**What you are asked to do**
Please restate each entry word for word.

[Stored data]
Segment Open
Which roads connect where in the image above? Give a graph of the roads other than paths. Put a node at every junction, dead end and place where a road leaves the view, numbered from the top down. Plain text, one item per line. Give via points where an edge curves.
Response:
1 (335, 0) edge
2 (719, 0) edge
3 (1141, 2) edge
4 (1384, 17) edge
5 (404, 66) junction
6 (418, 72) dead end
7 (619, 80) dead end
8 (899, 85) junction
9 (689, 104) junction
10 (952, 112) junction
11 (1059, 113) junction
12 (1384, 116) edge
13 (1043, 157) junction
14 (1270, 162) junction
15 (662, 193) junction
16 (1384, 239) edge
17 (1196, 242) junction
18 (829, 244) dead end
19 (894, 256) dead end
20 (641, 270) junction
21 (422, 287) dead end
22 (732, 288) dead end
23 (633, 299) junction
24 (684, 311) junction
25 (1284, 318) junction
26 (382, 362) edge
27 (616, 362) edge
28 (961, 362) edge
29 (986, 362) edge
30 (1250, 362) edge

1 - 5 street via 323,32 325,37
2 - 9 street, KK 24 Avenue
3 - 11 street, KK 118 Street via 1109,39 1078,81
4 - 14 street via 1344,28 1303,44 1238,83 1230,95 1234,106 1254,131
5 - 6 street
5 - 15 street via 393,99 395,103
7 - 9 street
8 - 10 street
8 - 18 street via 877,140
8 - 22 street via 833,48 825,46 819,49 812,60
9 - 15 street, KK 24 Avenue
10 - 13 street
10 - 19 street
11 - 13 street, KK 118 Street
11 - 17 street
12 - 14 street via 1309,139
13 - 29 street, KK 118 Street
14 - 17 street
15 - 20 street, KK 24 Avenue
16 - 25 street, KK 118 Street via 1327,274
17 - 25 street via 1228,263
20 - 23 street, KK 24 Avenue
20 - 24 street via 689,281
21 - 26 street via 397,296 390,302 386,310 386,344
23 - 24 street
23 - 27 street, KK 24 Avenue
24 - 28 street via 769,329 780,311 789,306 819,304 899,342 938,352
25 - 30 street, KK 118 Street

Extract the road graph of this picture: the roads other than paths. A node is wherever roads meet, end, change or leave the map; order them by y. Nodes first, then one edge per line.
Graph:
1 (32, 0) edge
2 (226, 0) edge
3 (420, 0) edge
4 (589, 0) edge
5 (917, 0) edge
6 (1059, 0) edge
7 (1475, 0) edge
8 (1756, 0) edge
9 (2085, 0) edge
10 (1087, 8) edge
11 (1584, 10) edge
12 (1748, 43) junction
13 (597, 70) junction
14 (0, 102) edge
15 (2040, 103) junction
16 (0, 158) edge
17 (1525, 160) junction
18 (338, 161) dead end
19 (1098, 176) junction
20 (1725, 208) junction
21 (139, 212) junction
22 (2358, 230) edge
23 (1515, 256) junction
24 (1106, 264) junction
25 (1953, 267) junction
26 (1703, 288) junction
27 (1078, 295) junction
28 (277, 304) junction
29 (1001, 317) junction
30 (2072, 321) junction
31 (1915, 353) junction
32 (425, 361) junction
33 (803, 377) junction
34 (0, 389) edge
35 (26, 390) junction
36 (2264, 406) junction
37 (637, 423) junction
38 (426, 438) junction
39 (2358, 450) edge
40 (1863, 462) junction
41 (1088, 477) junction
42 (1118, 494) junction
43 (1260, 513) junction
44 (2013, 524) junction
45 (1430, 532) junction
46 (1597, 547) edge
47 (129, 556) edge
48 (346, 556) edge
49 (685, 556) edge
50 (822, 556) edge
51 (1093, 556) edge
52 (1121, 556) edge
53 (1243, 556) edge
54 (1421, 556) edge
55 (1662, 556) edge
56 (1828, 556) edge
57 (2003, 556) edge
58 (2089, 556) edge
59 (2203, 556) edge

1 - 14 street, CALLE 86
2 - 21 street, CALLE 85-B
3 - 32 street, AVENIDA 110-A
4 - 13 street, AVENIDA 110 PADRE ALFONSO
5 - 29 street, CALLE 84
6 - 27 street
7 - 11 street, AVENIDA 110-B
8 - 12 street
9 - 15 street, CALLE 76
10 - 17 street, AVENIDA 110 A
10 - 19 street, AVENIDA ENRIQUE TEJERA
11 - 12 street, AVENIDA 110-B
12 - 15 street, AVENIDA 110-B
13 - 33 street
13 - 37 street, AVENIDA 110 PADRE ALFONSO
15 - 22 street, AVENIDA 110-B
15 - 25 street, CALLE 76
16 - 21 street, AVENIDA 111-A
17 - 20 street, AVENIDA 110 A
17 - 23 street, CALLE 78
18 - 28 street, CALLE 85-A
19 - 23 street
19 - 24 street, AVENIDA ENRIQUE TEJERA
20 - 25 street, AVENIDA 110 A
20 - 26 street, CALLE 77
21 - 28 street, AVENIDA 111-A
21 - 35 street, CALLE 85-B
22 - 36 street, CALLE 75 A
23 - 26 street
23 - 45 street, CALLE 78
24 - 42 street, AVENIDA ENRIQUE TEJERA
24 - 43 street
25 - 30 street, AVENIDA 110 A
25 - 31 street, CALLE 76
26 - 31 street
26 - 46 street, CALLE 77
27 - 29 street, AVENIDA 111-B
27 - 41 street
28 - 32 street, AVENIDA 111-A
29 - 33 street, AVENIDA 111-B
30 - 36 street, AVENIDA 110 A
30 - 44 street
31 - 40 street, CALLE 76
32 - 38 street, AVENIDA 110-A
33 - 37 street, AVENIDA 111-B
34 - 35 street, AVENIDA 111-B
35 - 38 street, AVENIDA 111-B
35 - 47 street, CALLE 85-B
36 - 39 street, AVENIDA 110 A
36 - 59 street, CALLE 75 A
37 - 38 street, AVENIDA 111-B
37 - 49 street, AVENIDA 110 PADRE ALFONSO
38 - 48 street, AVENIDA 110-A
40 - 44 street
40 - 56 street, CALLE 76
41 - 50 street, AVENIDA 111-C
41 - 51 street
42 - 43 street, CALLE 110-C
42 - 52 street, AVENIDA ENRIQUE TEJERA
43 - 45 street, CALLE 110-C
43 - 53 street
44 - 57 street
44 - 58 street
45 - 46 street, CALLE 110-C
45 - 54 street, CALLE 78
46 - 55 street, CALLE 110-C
Segment Closed
**Answer to the problem**
Which roads connect where in the image above? Give a graph of the roads other than paths. Put a node at every junction, dead end and place where a road leaves the view, numbered from the top down. Plain text, one item per line. Give via points where an edge curves.
Response:
1 (335, 0) edge
2 (719, 0) edge
3 (1141, 2) edge
4 (1384, 17) edge
5 (404, 66) junction
6 (418, 72) dead end
7 (619, 80) dead end
8 (899, 85) junction
9 (689, 104) junction
10 (952, 112) junction
11 (1059, 113) junction
12 (1384, 116) edge
13 (1043, 157) junction
14 (1270, 162) junction
15 (662, 193) junction
16 (1384, 239) edge
17 (1196, 242) junction
18 (829, 244) dead end
19 (894, 256) dead end
20 (641, 270) junction
21 (422, 287) dead end
22 (732, 288) dead end
23 (633, 299) junction
24 (684, 311) junction
25 (1284, 318) junction
26 (382, 362) edge
27 (616, 362) edge
28 (961, 362) edge
29 (986, 362) edge
30 (1250, 362) edge

1 - 5 street via 323,32 325,37
2 - 9 street, KK 24 Avenue
3 - 11 street, KK 118 Street via 1109,39 1078,81
4 - 14 street via 1344,28 1303,44 1238,83 1230,95 1234,106 1254,131
5 - 6 street
5 - 15 street via 393,99 395,103
7 - 9 street
8 - 10 street
8 - 18 street via 877,140
8 - 22 street via 833,48 825,46 819,49 812,60
9 - 15 street, KK 24 Avenue
10 - 13 street
10 - 19 street
11 - 13 street, KK 118 Street
11 - 17 street
12 - 14 street via 1309,139
13 - 29 street, KK 118 Street
14 - 17 street
15 - 20 street, KK 24 Avenue
16 - 25 street, KK 118 Street via 1327,274
17 - 25 street via 1228,263
20 - 23 street, KK 24 Avenue
20 - 24 street via 689,281
21 - 26 street via 397,296 390,302 386,310 386,344
23 - 24 street
23 - 27 street, KK 24 Avenue
24 - 28 street via 769,329 780,311 789,306 819,304 899,342 938,352
25 - 30 street, KK 118 Street

Extract the road graph of this picture: the roads other than paths. A node is wherever roads meet, end, change or leave the map; order them by y. Nodes first, then one edge per line.
Graph:
1 (32, 0) edge
2 (226, 0) edge
3 (420, 0) edge
4 (589, 0) edge
5 (917, 0) edge
6 (1059, 0) edge
7 (1475, 0) edge
8 (1756, 0) edge
9 (2085, 0) edge
10 (1087, 8) edge
11 (1584, 10) edge
12 (1748, 43) junction
13 (597, 70) junction
14 (0, 102) edge
15 (2040, 103) junction
16 (0, 158) edge
17 (1525, 160) junction
18 (338, 161) dead end
19 (1098, 176) junction
20 (1725, 208) junction
21 (139, 212) junction
22 (2358, 230) edge
23 (1515, 256) junction
24 (1106, 264) junction
25 (1953, 267) junction
26 (1703, 288) junction
27 (1078, 295) junction
28 (277, 304) junction
29 (1001, 317) junction
30 (2072, 321) junction
31 (1915, 353) junction
32 (425, 361) junction
33 (803, 377) junction
34 (0, 389) edge
35 (26, 390) junction
36 (2264, 406) junction
37 (637, 423) junction
38 (426, 438) junction
39 (2358, 450) edge
40 (1863, 462) junction
41 (1088, 477) junction
42 (1118, 494) junction
43 (1260, 513) junction
44 (2013, 524) junction
45 (1430, 532) junction
46 (1597, 547) edge
47 (129, 556) edge
48 (346, 556) edge
49 (685, 556) edge
50 (822, 556) edge
51 (1093, 556) edge
52 (1121, 556) edge
53 (1243, 556) edge
54 (1421, 556) edge
55 (1662, 556) edge
56 (1828, 556) edge
57 (2003, 556) edge
58 (2089, 556) edge
59 (2203, 556) edge

1 - 14 street, CALLE 86
2 - 21 street, CALLE 85-B
3 - 32 street, AVENIDA 110-A
4 - 13 street, AVENIDA 110 PADRE ALFONSO
5 - 29 street, CALLE 84
6 - 27 street
7 - 11 street, AVENIDA 110-B
8 - 12 street
9 - 15 street, CALLE 76
10 - 17 street, AVENIDA 110 A
10 - 19 street, AVENIDA ENRIQUE TEJERA
11 - 12 street, AVENIDA 110-B
12 - 15 street, AVENIDA 110-B
13 - 33 street
13 - 37 street, AVENIDA 110 PADRE ALFONSO
15 - 22 street, AVENIDA 110-B
15 - 25 street, CALLE 76
16 - 21 street, AVENIDA 111-A
17 - 20 street, AVENIDA 110 A
17 - 23 street, CALLE 78
18 - 28 street, CALLE 85-A
19 - 23 street
19 - 24 street, AVENIDA ENRIQUE TEJERA
20 - 25 street, AVENIDA 110 A
20 - 26 street, CALLE 77
21 - 28 street, AVENIDA 111-A
21 - 35 street, CALLE 85-B
22 - 36 street, CALLE 75 A
23 - 26 street
23 - 45 street, CALLE 78
24 - 42 street, AVENIDA ENRIQUE TEJERA
24 - 43 street
25 - 30 street, AVENIDA 110 A
25 - 31 street, CALLE 76
26 - 31 street
26 - 46 street, CALLE 77
27 - 29 street, AVENIDA 111-B
27 - 41 street
28 - 32 street, AVENIDA 111-A
29 - 33 street, AVENIDA 111-B
30 - 36 street, AVENIDA 110 A
30 - 44 street
31 - 40 street, CALLE 76
32 - 38 street, AVENIDA 110-A
33 - 37 street, AVENIDA 111-B
34 - 35 street, AVENIDA 111-B
35 - 38 street, AVENIDA 111-B
35 - 47 street, CALLE 85-B
36 - 39 street, AVENIDA 110 A
36 - 59 street, CALLE 75 A
37 - 38 street, AVENIDA 111-B
37 - 49 street, AVENIDA 110 PADRE ALFONSO
38 - 48 street, AVENIDA 110-A
40 - 44 street
40 - 56 street, CALLE 76
41 - 50 street, AVENIDA 111-C
41 - 51 street
42 - 43 street, CALLE 110-C
42 - 52 street, AVENIDA ENRIQUE TEJERA
43 - 45 street, CALLE 110-C
43 - 53 street
44 - 57 street
44 - 58 street
45 - 46 street, CALLE 110-C
45 - 54 street, CALLE 78
46 - 55 street, CALLE 110-C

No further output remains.